§ ACTIVITY
Look below for the line holding "Digitize the connectivity of all" and the line holding "Which roads connect". Transcribe exactly those lines and all lines between them, nothing more.

§ Recorded data

"""

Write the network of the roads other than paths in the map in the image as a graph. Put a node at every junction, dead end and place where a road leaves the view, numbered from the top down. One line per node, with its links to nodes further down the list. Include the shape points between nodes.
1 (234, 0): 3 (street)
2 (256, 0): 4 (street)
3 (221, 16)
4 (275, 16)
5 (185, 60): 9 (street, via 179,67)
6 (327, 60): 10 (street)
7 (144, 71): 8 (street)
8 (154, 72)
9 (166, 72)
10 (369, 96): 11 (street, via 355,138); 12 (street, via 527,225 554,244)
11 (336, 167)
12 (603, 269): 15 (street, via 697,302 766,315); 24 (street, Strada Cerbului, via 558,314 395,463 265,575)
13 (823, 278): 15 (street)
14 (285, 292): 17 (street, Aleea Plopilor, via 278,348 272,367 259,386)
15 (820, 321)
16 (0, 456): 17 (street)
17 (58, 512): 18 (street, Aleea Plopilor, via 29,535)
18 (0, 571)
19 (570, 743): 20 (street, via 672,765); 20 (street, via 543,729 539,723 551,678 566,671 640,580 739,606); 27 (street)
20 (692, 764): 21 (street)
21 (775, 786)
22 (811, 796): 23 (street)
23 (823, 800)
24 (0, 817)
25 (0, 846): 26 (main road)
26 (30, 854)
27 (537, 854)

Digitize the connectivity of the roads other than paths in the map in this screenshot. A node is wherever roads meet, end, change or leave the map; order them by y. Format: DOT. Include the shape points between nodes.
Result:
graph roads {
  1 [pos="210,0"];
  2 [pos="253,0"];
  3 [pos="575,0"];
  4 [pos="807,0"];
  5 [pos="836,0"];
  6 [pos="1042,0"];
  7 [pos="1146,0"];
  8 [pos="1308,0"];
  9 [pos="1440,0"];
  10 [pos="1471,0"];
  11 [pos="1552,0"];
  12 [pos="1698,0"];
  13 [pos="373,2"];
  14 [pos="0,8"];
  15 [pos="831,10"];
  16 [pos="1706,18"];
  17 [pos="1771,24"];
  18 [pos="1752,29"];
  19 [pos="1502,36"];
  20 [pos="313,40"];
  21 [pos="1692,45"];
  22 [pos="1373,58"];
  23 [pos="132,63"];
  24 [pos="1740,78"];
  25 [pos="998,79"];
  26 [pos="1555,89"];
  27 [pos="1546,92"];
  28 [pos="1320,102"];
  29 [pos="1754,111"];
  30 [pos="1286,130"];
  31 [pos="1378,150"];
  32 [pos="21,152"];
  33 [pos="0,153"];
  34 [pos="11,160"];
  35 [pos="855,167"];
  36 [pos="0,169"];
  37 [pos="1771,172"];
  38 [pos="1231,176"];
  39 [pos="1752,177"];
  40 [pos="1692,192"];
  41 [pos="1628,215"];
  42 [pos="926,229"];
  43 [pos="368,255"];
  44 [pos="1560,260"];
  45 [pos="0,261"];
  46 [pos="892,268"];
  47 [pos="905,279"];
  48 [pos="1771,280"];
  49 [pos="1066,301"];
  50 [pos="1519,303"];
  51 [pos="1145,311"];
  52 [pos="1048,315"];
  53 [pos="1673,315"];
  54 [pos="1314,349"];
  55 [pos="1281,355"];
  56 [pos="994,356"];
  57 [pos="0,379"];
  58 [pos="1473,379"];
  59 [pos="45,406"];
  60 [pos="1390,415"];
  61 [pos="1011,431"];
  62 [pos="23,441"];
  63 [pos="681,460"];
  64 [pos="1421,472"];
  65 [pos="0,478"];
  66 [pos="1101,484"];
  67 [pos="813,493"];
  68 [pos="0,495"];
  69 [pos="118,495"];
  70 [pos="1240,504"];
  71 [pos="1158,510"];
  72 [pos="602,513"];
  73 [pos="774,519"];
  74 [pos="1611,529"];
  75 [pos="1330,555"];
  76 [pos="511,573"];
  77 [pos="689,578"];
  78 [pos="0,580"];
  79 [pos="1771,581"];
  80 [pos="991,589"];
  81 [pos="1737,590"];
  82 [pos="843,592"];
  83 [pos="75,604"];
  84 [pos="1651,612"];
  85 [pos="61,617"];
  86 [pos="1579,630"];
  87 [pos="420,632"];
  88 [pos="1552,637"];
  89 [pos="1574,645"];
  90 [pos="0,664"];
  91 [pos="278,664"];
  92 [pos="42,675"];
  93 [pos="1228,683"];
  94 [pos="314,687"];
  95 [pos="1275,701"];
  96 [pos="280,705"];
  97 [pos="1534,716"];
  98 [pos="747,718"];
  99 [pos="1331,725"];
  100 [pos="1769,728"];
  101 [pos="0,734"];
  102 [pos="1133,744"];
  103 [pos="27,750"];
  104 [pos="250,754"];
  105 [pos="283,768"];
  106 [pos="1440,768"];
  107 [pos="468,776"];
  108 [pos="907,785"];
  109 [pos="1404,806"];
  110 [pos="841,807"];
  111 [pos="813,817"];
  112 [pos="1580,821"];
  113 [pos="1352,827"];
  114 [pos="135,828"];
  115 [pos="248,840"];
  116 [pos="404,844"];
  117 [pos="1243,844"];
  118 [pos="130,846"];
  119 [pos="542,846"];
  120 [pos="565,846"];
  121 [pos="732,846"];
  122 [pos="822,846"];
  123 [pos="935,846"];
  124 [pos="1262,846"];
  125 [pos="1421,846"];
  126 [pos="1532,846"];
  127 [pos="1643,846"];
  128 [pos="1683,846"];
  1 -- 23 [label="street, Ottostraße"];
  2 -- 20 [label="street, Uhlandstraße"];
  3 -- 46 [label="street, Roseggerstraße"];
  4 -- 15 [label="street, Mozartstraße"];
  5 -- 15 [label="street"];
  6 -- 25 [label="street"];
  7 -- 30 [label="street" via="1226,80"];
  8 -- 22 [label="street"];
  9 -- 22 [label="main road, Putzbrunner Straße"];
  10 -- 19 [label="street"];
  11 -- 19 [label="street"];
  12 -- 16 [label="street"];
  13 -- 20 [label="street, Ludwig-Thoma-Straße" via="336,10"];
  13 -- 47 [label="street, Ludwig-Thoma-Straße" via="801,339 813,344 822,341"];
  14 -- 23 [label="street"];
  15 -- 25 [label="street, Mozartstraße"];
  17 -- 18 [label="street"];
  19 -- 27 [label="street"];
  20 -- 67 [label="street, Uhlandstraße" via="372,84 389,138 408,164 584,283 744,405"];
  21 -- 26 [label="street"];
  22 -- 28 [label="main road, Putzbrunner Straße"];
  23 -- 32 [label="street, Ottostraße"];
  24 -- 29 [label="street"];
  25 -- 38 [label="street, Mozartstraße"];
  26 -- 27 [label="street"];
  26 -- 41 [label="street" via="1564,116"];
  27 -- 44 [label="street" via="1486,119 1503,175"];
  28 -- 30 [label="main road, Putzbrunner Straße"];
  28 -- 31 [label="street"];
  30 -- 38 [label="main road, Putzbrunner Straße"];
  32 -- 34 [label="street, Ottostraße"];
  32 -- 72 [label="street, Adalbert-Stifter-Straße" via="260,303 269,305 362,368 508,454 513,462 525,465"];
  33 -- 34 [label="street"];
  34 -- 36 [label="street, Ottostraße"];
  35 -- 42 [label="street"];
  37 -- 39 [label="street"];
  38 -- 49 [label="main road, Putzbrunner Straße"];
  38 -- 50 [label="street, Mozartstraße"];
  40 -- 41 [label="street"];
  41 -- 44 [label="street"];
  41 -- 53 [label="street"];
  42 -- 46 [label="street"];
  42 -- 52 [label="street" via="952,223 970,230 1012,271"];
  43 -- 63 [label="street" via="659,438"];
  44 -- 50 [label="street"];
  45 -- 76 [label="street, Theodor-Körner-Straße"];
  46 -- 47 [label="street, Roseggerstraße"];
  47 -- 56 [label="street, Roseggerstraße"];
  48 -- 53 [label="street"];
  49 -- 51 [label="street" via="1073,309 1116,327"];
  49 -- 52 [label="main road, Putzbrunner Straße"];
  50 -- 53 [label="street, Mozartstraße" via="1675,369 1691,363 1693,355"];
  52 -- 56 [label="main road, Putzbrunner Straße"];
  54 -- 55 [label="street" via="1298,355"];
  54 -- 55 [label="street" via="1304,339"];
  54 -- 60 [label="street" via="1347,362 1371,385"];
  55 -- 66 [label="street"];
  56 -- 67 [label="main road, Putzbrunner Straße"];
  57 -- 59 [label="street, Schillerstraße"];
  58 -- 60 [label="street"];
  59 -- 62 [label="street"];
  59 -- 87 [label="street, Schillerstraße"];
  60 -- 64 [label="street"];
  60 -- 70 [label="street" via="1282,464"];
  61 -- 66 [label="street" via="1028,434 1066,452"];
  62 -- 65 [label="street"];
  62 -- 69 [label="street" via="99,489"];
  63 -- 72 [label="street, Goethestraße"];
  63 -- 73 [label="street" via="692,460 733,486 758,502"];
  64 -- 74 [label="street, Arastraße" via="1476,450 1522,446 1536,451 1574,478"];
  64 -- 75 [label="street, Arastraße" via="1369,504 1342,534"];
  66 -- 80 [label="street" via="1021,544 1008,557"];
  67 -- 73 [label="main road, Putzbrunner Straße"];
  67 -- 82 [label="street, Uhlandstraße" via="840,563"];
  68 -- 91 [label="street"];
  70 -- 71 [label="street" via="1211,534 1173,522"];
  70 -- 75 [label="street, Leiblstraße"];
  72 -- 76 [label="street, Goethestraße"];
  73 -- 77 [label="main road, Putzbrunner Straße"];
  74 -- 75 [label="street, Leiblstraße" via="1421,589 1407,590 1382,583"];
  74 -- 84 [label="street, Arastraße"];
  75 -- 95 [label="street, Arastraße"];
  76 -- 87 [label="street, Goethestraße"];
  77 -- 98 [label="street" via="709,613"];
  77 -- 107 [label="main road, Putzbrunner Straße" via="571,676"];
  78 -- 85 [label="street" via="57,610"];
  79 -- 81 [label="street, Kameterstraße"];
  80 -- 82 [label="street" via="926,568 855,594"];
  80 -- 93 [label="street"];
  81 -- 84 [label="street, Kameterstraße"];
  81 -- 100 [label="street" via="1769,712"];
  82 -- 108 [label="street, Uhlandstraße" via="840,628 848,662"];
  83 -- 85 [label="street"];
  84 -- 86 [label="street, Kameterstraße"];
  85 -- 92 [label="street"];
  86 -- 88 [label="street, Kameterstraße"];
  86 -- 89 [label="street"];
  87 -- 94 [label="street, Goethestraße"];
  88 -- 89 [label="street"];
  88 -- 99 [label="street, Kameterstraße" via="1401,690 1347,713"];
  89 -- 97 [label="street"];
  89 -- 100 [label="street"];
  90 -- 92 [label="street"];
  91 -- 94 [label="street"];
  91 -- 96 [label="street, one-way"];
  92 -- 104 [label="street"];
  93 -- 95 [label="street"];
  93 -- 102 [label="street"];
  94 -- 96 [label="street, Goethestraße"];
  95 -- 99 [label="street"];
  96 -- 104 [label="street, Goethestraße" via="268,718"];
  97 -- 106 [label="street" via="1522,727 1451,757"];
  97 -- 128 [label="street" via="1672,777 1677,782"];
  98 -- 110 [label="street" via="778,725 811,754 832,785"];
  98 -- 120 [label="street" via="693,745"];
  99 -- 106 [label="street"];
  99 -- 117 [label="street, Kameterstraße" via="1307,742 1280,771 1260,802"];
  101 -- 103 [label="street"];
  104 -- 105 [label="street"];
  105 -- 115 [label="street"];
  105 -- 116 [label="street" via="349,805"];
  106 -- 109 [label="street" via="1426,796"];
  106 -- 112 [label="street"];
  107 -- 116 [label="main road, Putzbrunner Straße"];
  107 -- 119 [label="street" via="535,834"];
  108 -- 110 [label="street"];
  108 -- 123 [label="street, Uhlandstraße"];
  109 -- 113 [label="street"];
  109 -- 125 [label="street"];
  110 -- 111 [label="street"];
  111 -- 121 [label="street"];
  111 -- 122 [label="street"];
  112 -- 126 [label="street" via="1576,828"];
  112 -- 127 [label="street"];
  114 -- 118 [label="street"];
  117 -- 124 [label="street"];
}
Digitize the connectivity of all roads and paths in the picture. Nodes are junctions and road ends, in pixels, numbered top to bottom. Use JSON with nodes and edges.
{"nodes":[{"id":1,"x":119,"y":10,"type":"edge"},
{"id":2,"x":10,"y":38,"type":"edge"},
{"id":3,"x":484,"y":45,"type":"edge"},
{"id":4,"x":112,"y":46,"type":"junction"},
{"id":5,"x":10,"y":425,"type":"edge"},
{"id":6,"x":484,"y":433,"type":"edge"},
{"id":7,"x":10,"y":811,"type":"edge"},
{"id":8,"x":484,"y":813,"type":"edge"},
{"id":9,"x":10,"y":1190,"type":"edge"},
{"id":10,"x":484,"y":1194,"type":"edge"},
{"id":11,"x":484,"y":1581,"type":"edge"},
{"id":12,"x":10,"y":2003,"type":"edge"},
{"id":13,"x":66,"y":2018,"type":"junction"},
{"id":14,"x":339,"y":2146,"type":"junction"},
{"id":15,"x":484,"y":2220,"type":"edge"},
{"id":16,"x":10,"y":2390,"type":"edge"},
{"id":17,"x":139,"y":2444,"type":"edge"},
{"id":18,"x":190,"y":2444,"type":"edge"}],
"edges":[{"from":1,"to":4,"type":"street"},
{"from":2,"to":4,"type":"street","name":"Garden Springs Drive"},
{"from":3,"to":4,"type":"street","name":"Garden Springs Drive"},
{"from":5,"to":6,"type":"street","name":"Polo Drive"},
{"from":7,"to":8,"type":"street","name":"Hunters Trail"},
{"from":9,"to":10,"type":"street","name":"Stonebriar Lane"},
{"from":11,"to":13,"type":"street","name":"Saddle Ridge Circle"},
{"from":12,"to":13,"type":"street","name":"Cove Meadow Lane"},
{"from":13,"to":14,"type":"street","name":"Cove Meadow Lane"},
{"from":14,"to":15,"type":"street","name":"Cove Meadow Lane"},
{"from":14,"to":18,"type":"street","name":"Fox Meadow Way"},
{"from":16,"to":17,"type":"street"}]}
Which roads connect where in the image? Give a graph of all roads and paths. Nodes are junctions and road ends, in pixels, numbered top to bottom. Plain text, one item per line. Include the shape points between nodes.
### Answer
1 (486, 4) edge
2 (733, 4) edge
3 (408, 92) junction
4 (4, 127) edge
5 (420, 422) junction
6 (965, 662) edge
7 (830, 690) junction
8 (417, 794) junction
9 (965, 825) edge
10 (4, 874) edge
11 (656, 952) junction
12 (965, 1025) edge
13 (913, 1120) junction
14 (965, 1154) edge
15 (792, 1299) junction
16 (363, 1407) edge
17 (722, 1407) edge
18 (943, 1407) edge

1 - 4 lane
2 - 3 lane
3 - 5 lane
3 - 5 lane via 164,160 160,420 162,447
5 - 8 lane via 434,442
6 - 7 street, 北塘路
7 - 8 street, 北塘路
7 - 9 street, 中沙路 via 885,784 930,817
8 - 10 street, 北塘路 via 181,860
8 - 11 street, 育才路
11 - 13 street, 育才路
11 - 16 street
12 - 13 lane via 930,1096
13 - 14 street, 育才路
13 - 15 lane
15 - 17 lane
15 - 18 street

"""

§ ANSWER SECTION
Digitize the connectivity of all roads and paths in the picture. Nodes are junctions and road ends, in pixels, numbered top to bottom. Use JSON with nodes and edges.
{"nodes":[{"id":1,"x":119,"y":10,"type":"edge"},
{"id":2,"x":10,"y":38,"type":"edge"},
{"id":3,"x":484,"y":45,"type":"edge"},
{"id":4,"x":112,"y":46,"type":"junction"},
{"id":5,"x":10,"y":425,"type":"edge"},
{"id":6,"x":484,"y":433,"type":"edge"},
{"id":7,"x":10,"y":811,"type":"edge"},
{"id":8,"x":484,"y":813,"type":"edge"},
{"id":9,"x":10,"y":1190,"type":"edge"},
{"id":10,"x":484,"y":1194,"type":"edge"},
{"id":11,"x":484,"y":1581,"type":"edge"},
{"id":12,"x":10,"y":2003,"type":"edge"},
{"id":13,"x":66,"y":2018,"type":"junction"},
{"id":14,"x":339,"y":2146,"type":"junction"},
{"id":15,"x":484,"y":2220,"type":"edge"},
{"id":16,"x":10,"y":2390,"type":"edge"},
{"id":17,"x":139,"y":2444,"type":"edge"},
{"id":18,"x":190,"y":2444,"type":"edge"}],
"edges":[{"from":1,"to":4,"type":"street"},
{"from":2,"to":4,"type":"street","name":"Garden Springs Drive"},
{"from":3,"to":4,"type":"street","name":"Garden Springs Drive"},
{"from":5,"to":6,"type":"street","name":"Polo Drive"},
{"from":7,"to":8,"type":"street","name":"Hunters Trail"},
{"from":9,"to":10,"type":"street","name":"Stonebriar Lane"},
{"from":11,"to":13,"type":"street","name":"Saddle Ridge Circle"},
{"from":12,"to":13,"type":"street","name":"Cove Meadow Lane"},
{"from":13,"to":14,"type":"street","name":"Cove Meadow Lane"},
{"from":14,"to":15,"type":"street","name":"Cove Meadow Lane"},
{"from":14,"to":18,"type":"street","name":"Fox Meadow Way"},
{"from":16,"to":17,"type":"street"}]}
Which roads connect where in the image? Give a graph of all roads and paths. Nodes are junctions and road ends, in pixels, numbered top to bottom. Plain text, one item per line. Include the shape points between nodes.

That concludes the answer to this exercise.